(Input Opens)

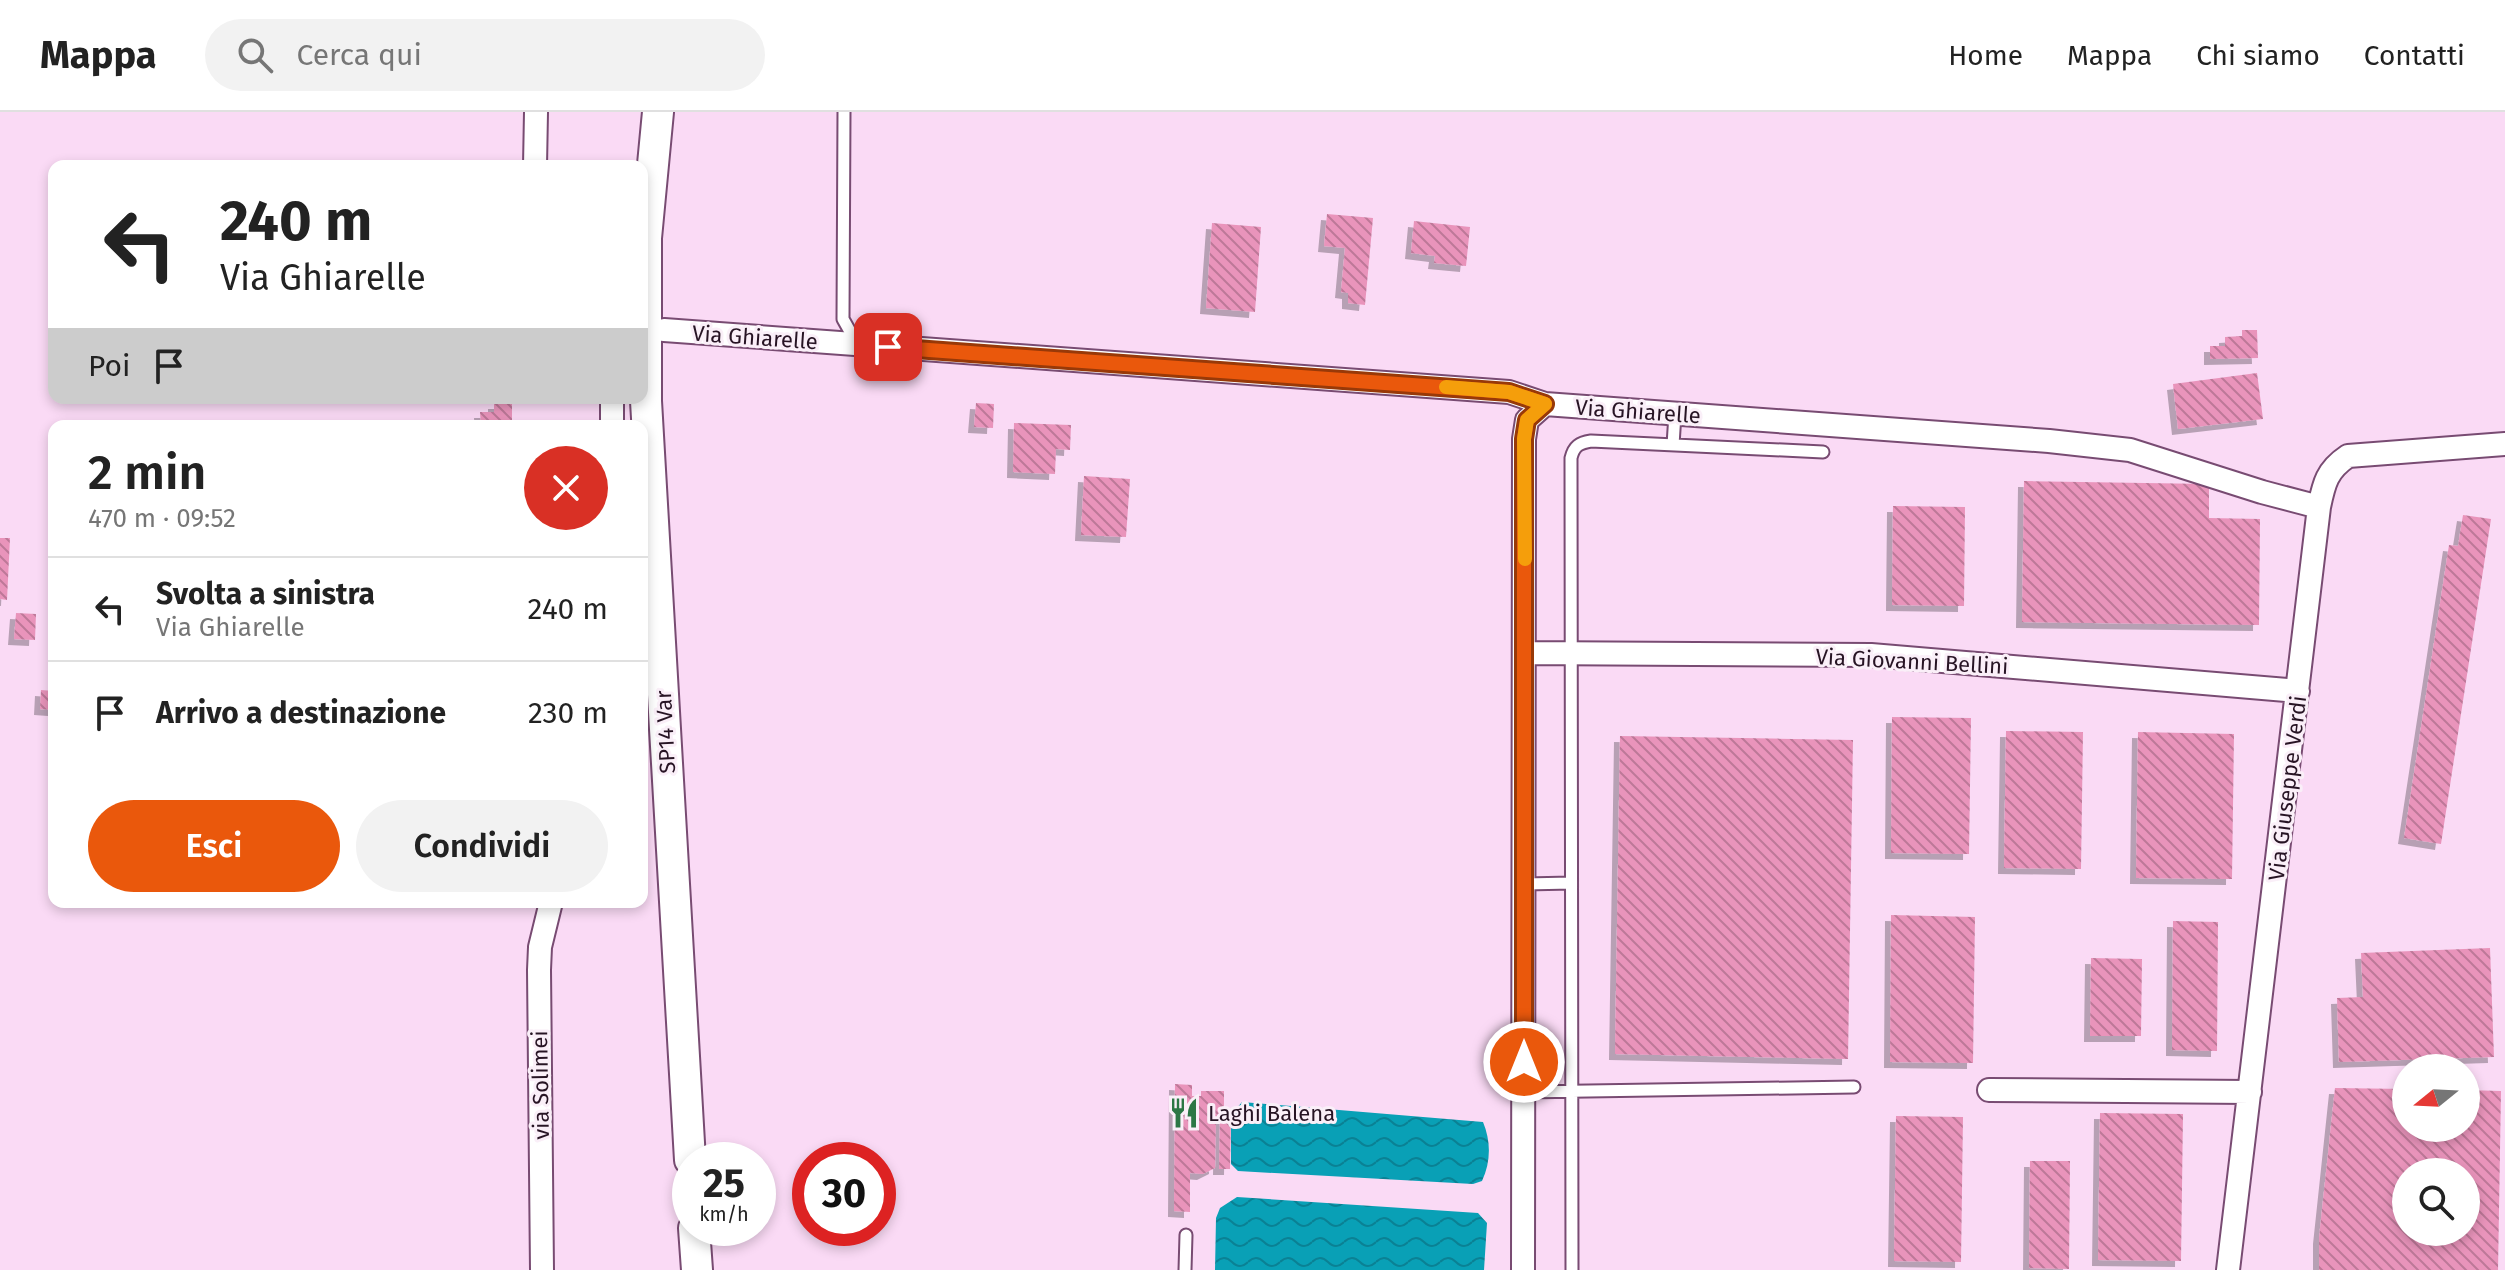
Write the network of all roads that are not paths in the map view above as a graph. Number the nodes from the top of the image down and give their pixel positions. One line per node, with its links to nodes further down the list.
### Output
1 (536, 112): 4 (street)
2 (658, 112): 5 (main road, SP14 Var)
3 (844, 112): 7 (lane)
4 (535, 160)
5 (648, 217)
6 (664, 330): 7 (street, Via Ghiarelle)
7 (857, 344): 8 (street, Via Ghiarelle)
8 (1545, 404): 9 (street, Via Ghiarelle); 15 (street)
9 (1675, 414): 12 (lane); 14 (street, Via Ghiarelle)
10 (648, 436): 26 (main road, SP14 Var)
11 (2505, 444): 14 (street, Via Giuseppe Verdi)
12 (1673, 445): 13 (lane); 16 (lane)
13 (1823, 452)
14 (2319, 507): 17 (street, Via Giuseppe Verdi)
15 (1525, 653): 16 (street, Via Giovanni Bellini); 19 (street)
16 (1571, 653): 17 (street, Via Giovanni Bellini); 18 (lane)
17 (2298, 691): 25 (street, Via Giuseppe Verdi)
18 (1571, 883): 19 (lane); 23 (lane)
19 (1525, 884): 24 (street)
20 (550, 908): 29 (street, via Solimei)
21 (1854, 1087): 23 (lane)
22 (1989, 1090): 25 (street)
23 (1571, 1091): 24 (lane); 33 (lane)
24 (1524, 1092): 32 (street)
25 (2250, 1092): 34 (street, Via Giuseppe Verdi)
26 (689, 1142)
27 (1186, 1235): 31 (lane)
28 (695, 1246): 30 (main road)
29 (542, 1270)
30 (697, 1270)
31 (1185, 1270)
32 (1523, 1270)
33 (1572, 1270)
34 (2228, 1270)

(Input Closes)

Go through the material and tally every line where "lane" appears. The number is the whole answer.

» **Exercise answer**: 8